Exercise requirements. When you copy the entries, match them exactly and omit the pictures.

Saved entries
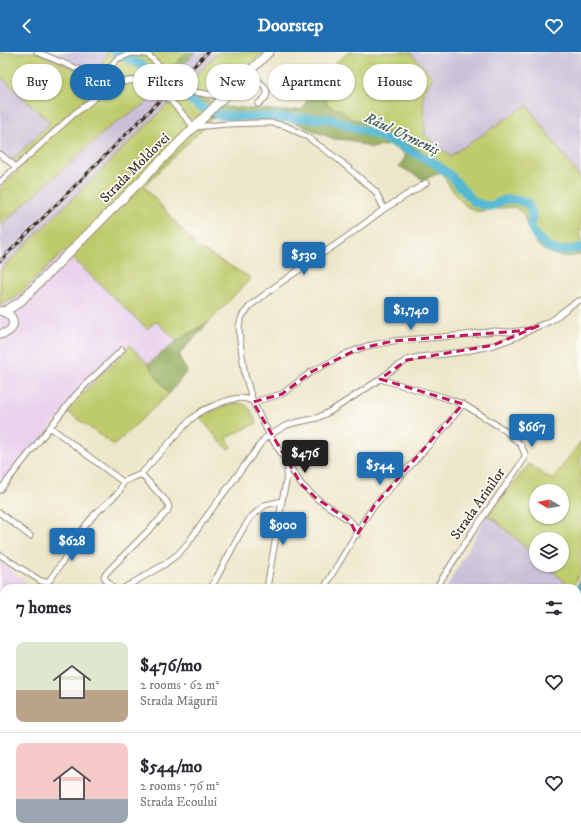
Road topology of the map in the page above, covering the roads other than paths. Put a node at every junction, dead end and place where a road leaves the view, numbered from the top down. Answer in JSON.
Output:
{"nodes":[{"id":1,"x":38,"y":52,"type":"edge"},
{"id":2,"x":269,"y":52,"type":"edge"},
{"id":3,"x":146,"y":53,"type":"edge"},
{"id":4,"x":112,"y":64,"type":"edge"},
{"id":5,"x":257,"y":64,"type":"edge"},
{"id":6,"x":70,"y":66,"type":"edge"},
{"id":7,"x":125,"y":81,"type":"edge"},
{"id":8,"x":260,"y":82,"type":"edge"},
{"id":9,"x":206,"y":94,"type":"edge"},
{"id":10,"x":92,"y":100,"type":"edge"},
{"id":11,"x":221,"y":100,"type":"edge"},
{"id":12,"x":258,"y":104,"type":"dead end"},
{"id":13,"x":194,"y":127,"type":"junction"},
{"id":14,"x":0,"y":154,"type":"edge"},
{"id":15,"x":16,"y":167,"type":"junction"},
{"id":16,"x":0,"y":182,"type":"edge"},
{"id":17,"x":426,"y":184,"type":"dead end"},
{"id":18,"x":384,"y":209,"type":"junction"},
{"id":19,"x":581,"y":300,"type":"edge"},
{"id":20,"x":20,"y":302,"type":"junction"},
{"id":21,"x":2,"y":311,"type":"edge"},
{"id":22,"x":12,"y":319,"type":"junction"},
{"id":23,"x":538,"y":326,"type":"junction"},
{"id":24,"x":0,"y":334,"type":"edge"},
{"id":25,"x":122,"y":350,"type":"dead end"},
{"id":26,"x":380,"y":379,"type":"junction"},
{"id":27,"x":253,"y":402,"type":"junction"},
{"id":28,"x":463,"y":404,"type":"junction"},
{"id":29,"x":50,"y":427,"type":"junction"},
{"id":30,"x":270,"y":436,"type":"junction"},
{"id":31,"x":288,"y":463,"type":"junction"},
{"id":32,"x":141,"y":474,"type":"junction"},
{"id":33,"x":123,"y":482,"type":"junction"},
{"id":34,"x":0,"y":490,"type":"edge"},
{"id":35,"x":282,"y":501,"type":"junction"},
{"id":36,"x":0,"y":513,"type":"edge"},
{"id":37,"x":357,"y":535,"type":"junction"},
{"id":38,"x":30,"y":536,"type":"dead end"},
{"id":39,"x":0,"y":555,"type":"edge"},
{"id":40,"x":110,"y":584,"type":"edge"},
{"id":41,"x":131,"y":584,"type":"edge"},
{"id":42,"x":213,"y":584,"type":"edge"},
{"id":43,"x":268,"y":584,"type":"edge"},
{"id":44,"x":326,"y":584,"type":"edge"},
{"id":45,"x":439,"y":584,"type":"edge"}],
"edges":[{"from":1,"to":6,"type":"street"},
{"from":2,"to":5,"type":"main road","name":"Strada Moldovei"},
{"from":3,"to":4,"type":"street"},
{"from":3,"to":9,"type":"street"},
{"from":7,"to":13,"type":"street"},
{"from":8,"to":12,"type":"street"},
{"from":10,"to":15,"type":"street"},
{"from":11,"to":13,"type":"main road","name":"Strada Moldovei"},
{"from":13,"to":18,"type":"street"},
{"from":13,"to":20,"type":"main road","name":"Strada Moldovei"},
{"from":14,"to":15,"type":"street"},
{"from":15,"to":16,"type":"street"},
{"from":17,"to":18,"type":"street"},
{"from":18,"to":27,"type":"street"},
{"from":19,"to":23,"type":"street"},
{"from":20,"to":21,"type":"main road","name":"Strada Moldovei"},
{"from":20,"to":22,"type":"main road","name":"Strada Moldovei"},
{"from":21,"to":22,"type":"main road"},
{"from":22,"to":24,"type":"main road","name":"Strada Moldovei"},
{"from":23,"to":26,"type":"street"},
{"from":23,"to":27,"type":"street"},
{"from":25,"to":29,"type":"street"},
{"from":26,"to":28,"type":"street","name":"Strada Arinilor"},
{"from":26,"to":30,"type":"street"},
{"from":27,"to":30,"type":"street"},
{"from":27,"to":32,"type":"street"},
{"from":28,"to":37,"type":"street"},
{"from":28,"to":45,"type":"street","name":"Strada Arinilor"},
{"from":29,"to":33,"type":"street"},
{"from":29,"to":34,"type":"street"},
{"from":30,"to":31,"type":"street"},
{"from":30,"to":41,"type":"street"},
{"from":31,"to":35,"type":"street"},
{"from":31,"to":37,"type":"street"},
{"from":32,"to":33,"type":"street"},
{"from":32,"to":40,"type":"street"},
{"from":33,"to":39,"type":"street"},
{"from":35,"to":42,"type":"street"},
{"from":35,"to":43,"type":"street"},
{"from":36,"to":38,"type":"street"},
{"from":37,"to":44,"type":"street"}]}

Answer section.
Road topology of the map in the page above, covering the roads other than paths. Put a node at every junction, dead end and place where a road leaves the view, numbered from the top down. Answer in JSON.
Output:
{"nodes":[{"id":1,"x":38,"y":52,"type":"edge"},
{"id":2,"x":269,"y":52,"type":"edge"},
{"id":3,"x":146,"y":53,"type":"edge"},
{"id":4,"x":112,"y":64,"type":"edge"},
{"id":5,"x":257,"y":64,"type":"edge"},
{"id":6,"x":70,"y":66,"type":"edge"},
{"id":7,"x":125,"y":81,"type":"edge"},
{"id":8,"x":260,"y":82,"type":"edge"},
{"id":9,"x":206,"y":94,"type":"edge"},
{"id":10,"x":92,"y":100,"type":"edge"},
{"id":11,"x":221,"y":100,"type":"edge"},
{"id":12,"x":258,"y":104,"type":"dead end"},
{"id":13,"x":194,"y":127,"type":"junction"},
{"id":14,"x":0,"y":154,"type":"edge"},
{"id":15,"x":16,"y":167,"type":"junction"},
{"id":16,"x":0,"y":182,"type":"edge"},
{"id":17,"x":426,"y":184,"type":"dead end"},
{"id":18,"x":384,"y":209,"type":"junction"},
{"id":19,"x":581,"y":300,"type":"edge"},
{"id":20,"x":20,"y":302,"type":"junction"},
{"id":21,"x":2,"y":311,"type":"edge"},
{"id":22,"x":12,"y":319,"type":"junction"},
{"id":23,"x":538,"y":326,"type":"junction"},
{"id":24,"x":0,"y":334,"type":"edge"},
{"id":25,"x":122,"y":350,"type":"dead end"},
{"id":26,"x":380,"y":379,"type":"junction"},
{"id":27,"x":253,"y":402,"type":"junction"},
{"id":28,"x":463,"y":404,"type":"junction"},
{"id":29,"x":50,"y":427,"type":"junction"},
{"id":30,"x":270,"y":436,"type":"junction"},
{"id":31,"x":288,"y":463,"type":"junction"},
{"id":32,"x":141,"y":474,"type":"junction"},
{"id":33,"x":123,"y":482,"type":"junction"},
{"id":34,"x":0,"y":490,"type":"edge"},
{"id":35,"x":282,"y":501,"type":"junction"},
{"id":36,"x":0,"y":513,"type":"edge"},
{"id":37,"x":357,"y":535,"type":"junction"},
{"id":38,"x":30,"y":536,"type":"dead end"},
{"id":39,"x":0,"y":555,"type":"edge"},
{"id":40,"x":110,"y":584,"type":"edge"},
{"id":41,"x":131,"y":584,"type":"edge"},
{"id":42,"x":213,"y":584,"type":"edge"},
{"id":43,"x":268,"y":584,"type":"edge"},
{"id":44,"x":326,"y":584,"type":"edge"},
{"id":45,"x":439,"y":584,"type":"edge"}],
"edges":[{"from":1,"to":6,"type":"street"},
{"from":2,"to":5,"type":"main road","name":"Strada Moldovei"},
{"from":3,"to":4,"type":"street"},
{"from":3,"to":9,"type":"street"},
{"from":7,"to":13,"type":"street"},
{"from":8,"to":12,"type":"street"},
{"from":10,"to":15,"type":"street"},
{"from":11,"to":13,"type":"main road","name":"Strada Moldovei"},
{"from":13,"to":18,"type":"street"},
{"from":13,"to":20,"type":"main road","name":"Strada Moldovei"},
{"from":14,"to":15,"type":"street"},
{"from":15,"to":16,"type":"street"},
{"from":17,"to":18,"type":"street"},
{"from":18,"to":27,"type":"street"},
{"from":19,"to":23,"type":"street"},
{"from":20,"to":21,"type":"main road","name":"Strada Moldovei"},
{"from":20,"to":22,"type":"main road","name":"Strada Moldovei"},
{"from":21,"to":22,"type":"main road"},
{"from":22,"to":24,"type":"main road","name":"Strada Moldovei"},
{"from":23,"to":26,"type":"street"},
{"from":23,"to":27,"type":"street"},
{"from":25,"to":29,"type":"street"},
{"from":26,"to":28,"type":"street","name":"Strada Arinilor"},
{"from":26,"to":30,"type":"street"},
{"from":27,"to":30,"type":"street"},
{"from":27,"to":32,"type":"street"},
{"from":28,"to":37,"type":"street"},
{"from":28,"to":45,"type":"street","name":"Strada Arinilor"},
{"from":29,"to":33,"type":"street"},
{"from":29,"to":34,"type":"street"},
{"from":30,"to":31,"type":"street"},
{"from":30,"to":41,"type":"street"},
{"from":31,"to":35,"type":"street"},
{"from":31,"to":37,"type":"street"},
{"from":32,"to":33,"type":"street"},
{"from":32,"to":40,"type":"street"},
{"from":33,"to":39,"type":"street"},
{"from":35,"to":42,"type":"street"},
{"from":35,"to":43,"type":"street"},
{"from":36,"to":38,"type":"street"},
{"from":37,"to":44,"type":"street"}]}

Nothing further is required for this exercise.